══ RECORDED INFORMATION ══
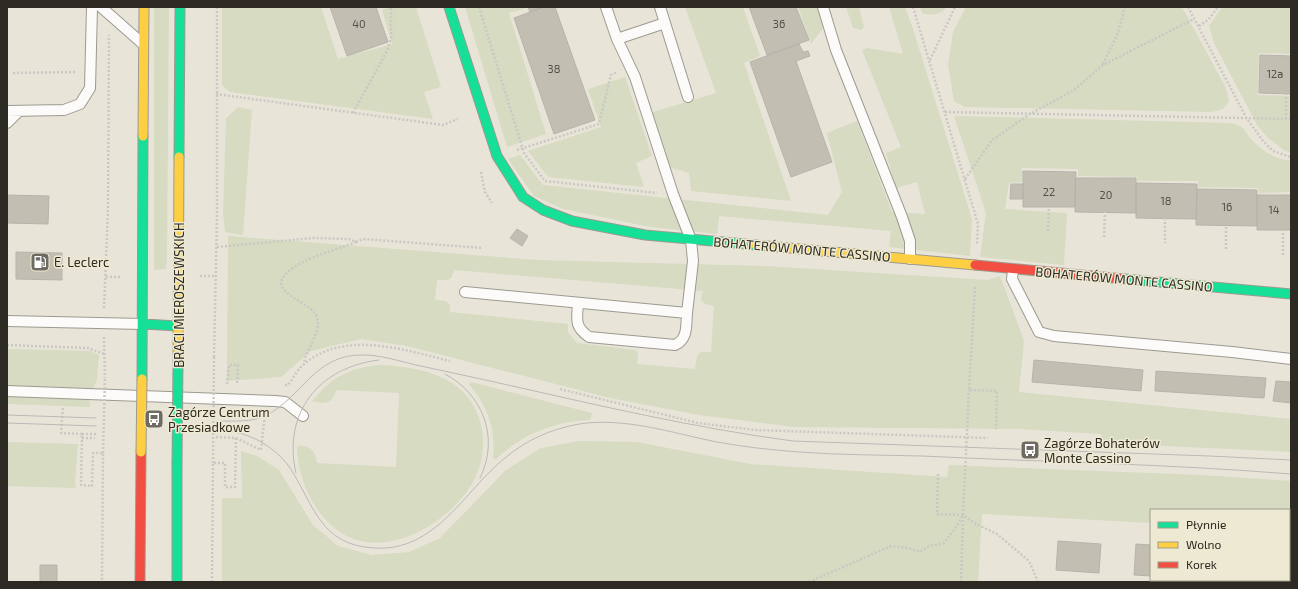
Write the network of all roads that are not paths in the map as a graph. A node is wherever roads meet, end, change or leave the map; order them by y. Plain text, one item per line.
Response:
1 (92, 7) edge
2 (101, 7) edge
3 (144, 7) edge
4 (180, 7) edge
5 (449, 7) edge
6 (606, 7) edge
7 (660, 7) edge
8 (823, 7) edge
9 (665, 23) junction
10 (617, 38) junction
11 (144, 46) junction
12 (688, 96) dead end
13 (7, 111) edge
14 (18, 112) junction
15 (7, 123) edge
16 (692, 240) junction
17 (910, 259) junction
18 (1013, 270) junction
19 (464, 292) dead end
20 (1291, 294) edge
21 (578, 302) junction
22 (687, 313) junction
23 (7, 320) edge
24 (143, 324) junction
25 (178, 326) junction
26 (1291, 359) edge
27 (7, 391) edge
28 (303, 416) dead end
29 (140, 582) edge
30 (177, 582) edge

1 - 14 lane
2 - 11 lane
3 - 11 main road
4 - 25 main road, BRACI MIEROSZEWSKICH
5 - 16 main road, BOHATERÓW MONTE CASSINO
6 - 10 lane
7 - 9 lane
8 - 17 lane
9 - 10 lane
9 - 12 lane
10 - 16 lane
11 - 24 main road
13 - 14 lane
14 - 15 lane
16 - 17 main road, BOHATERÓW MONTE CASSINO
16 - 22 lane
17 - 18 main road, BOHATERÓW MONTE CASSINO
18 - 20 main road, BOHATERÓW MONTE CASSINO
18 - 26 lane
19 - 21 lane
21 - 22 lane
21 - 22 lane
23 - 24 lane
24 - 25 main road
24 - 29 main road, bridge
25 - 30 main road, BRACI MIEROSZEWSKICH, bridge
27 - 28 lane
═══
*WHAT IS REQUIRED:* Set down the records above exactly, leaving out pictures.

*SOLVED PROBLEM:*
Write the network of all roads that are not paths in the map as a graph. A node is wherever roads meet, end, change or leave the map; order them by y. Plain text, one item per line.
Response:
1 (92, 7) edge
2 (101, 7) edge
3 (144, 7) edge
4 (180, 7) edge
5 (449, 7) edge
6 (606, 7) edge
7 (660, 7) edge
8 (823, 7) edge
9 (665, 23) junction
10 (617, 38) junction
11 (144, 46) junction
12 (688, 96) dead end
13 (7, 111) edge
14 (18, 112) junction
15 (7, 123) edge
16 (692, 240) junction
17 (910, 259) junction
18 (1013, 270) junction
19 (464, 292) dead end
20 (1291, 294) edge
21 (578, 302) junction
22 (687, 313) junction
23 (7, 320) edge
24 (143, 324) junction
25 (178, 326) junction
26 (1291, 359) edge
27 (7, 391) edge
28 (303, 416) dead end
29 (140, 582) edge
30 (177, 582) edge

1 - 14 lane
2 - 11 lane
3 - 11 main road
4 - 25 main road, BRACI MIEROSZEWSKICH
5 - 16 main road, BOHATERÓW MONTE CASSINO
6 - 10 lane
7 - 9 lane
8 - 17 lane
9 - 10 lane
9 - 12 lane
10 - 16 lane
11 - 24 main road
13 - 14 lane
14 - 15 lane
16 - 17 main road, BOHATERÓW MONTE CASSINO
16 - 22 lane
17 - 18 main road, BOHATERÓW MONTE CASSINO
18 - 20 main road, BOHATERÓW MONTE CASSINO
18 - 26 lane
19 - 21 lane
21 - 22 lane
21 - 22 lane
23 - 24 lane
24 - 25 main road
24 - 29 main road, bridge
25 - 30 main road, BRACI MIEROSZEWSKICH, bridge
27 - 28 lane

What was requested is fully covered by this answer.